Pedro Arrupe, S.J., the deeply prayerful, justice-seeking General of the Society of Jesus (Jesuits) from 1965 to 1983, was for many years a missionary in Japan. (Arrupe was Basque, just like the founder of the Society, Ignatius of Loyola.)

Fr. Arrupe was working as a missionary in Japan when war broke out with the United States and the Allies. While the attack on Pearl Harbor occurred on December 7th in Hawaii, in Japan it was already December 8th, the Feast of the Immaculate Conception, and Arrupe was saying mass when he was arrested and imprisoned for a time. His attitude of profound prayer (he would later describe it as one of his most transforming spiritual periods), his lack of offensive behaviour gained him the respect of his jailors and judges, and was set free in a month. He was appointed Jesuit superior and the master of novices in Japan in 1942.

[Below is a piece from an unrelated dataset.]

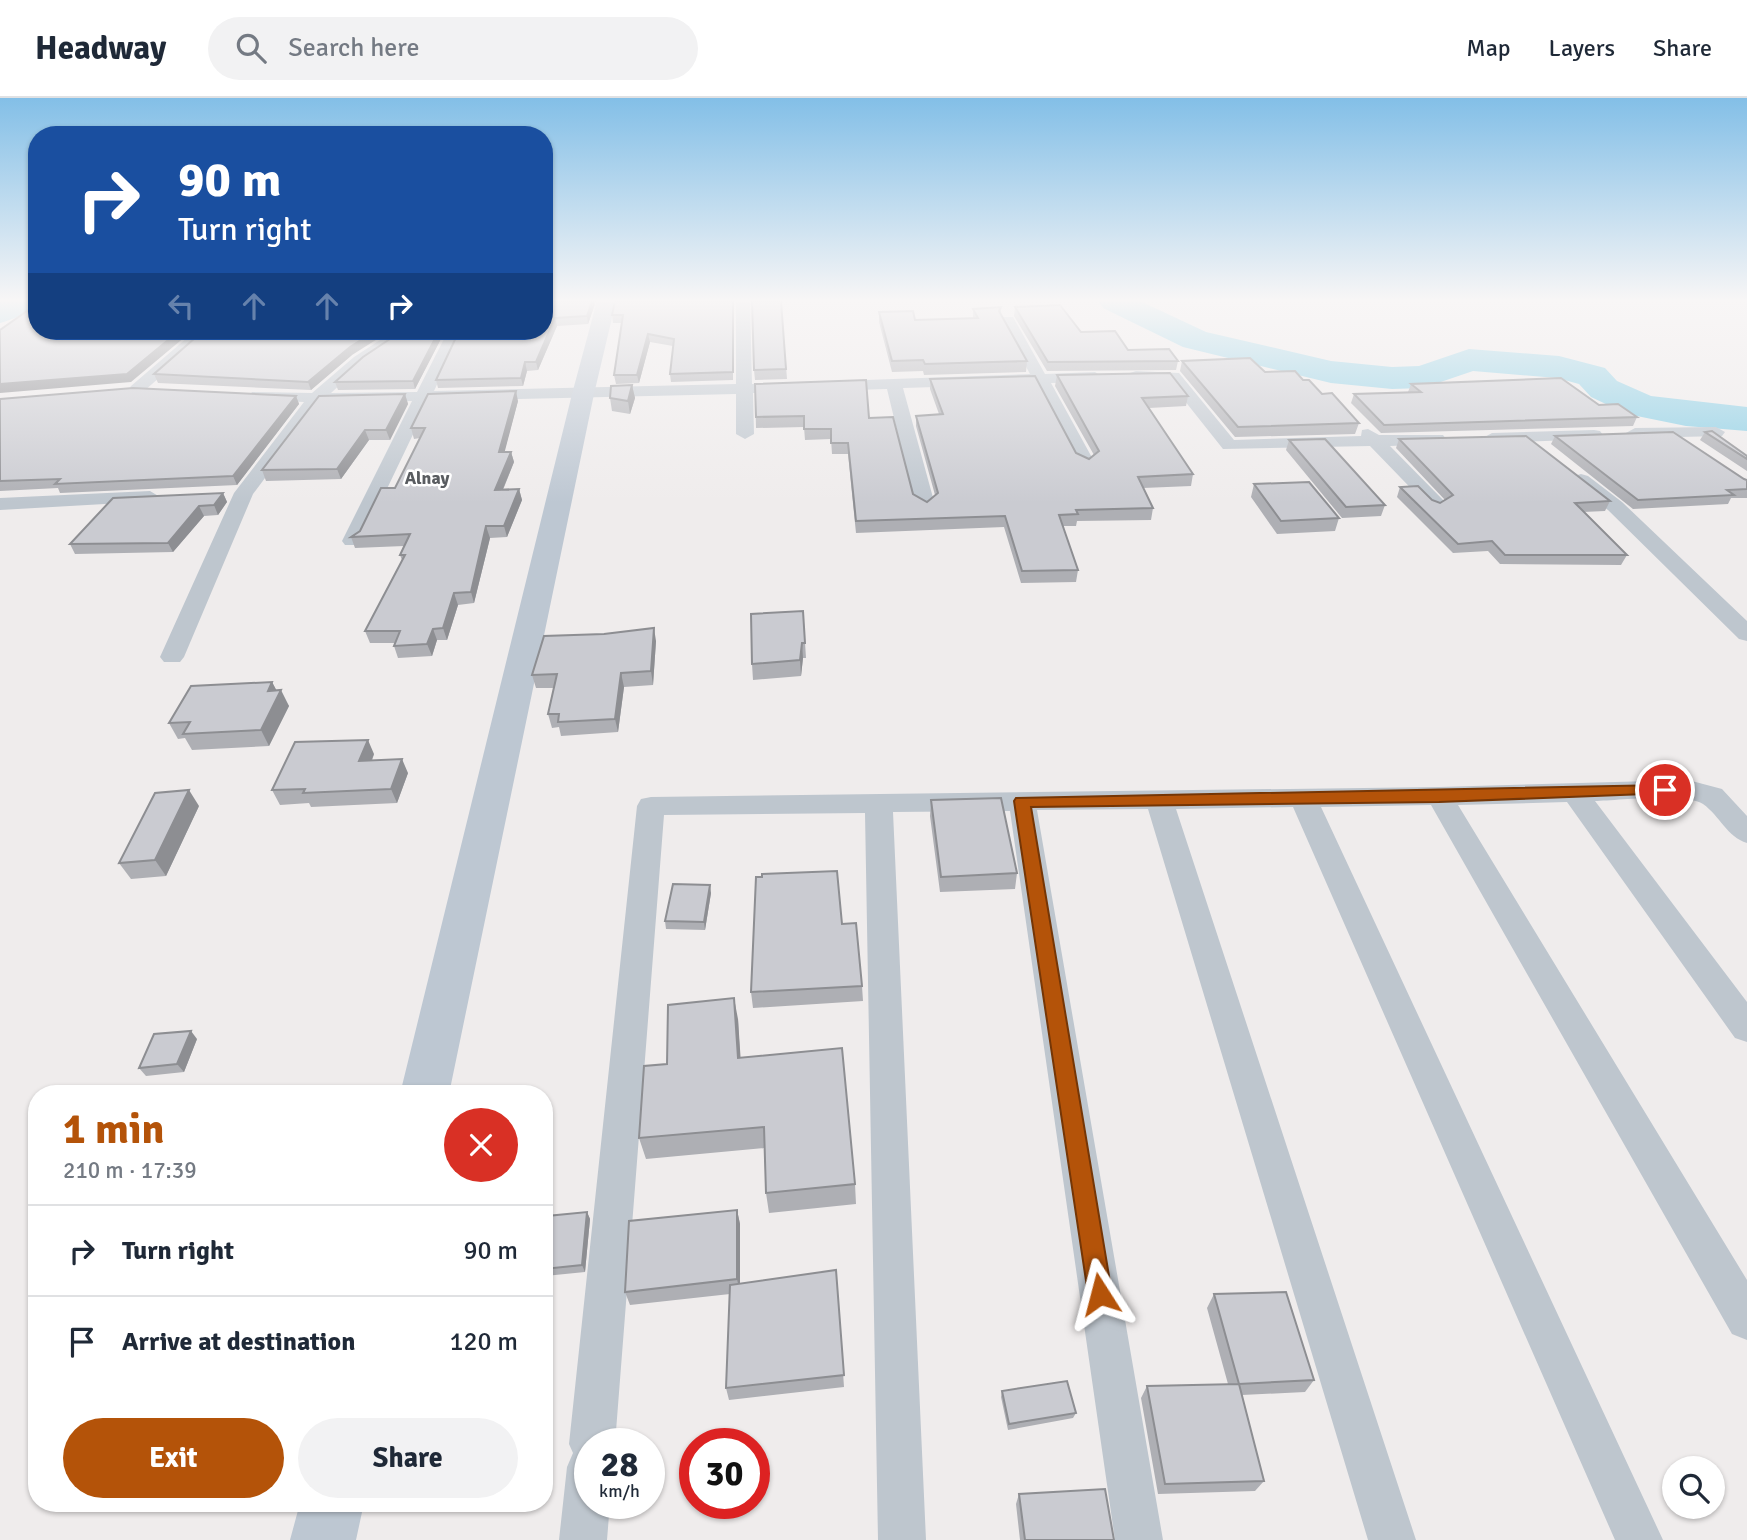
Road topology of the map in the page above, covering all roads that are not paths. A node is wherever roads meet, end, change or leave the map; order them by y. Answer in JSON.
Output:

He was living in suburban Hiroshima when the atomic bomb fell in August of 1945. As a trained doctor he headed the first rescue party to arrive in Hiroshima after the atomic bomb. He described that event as "a permanent experience outside of history, engraved on my memory." He utilized his medical skills in the service of the wounded and the dying, transforming the novitiate into a make-shift hospital for over 200 grievously scarred human remnants. He eventually was appointed the first Jesuit provincial for Japan (1958-65). [Nationmaster.com Encyclopedia]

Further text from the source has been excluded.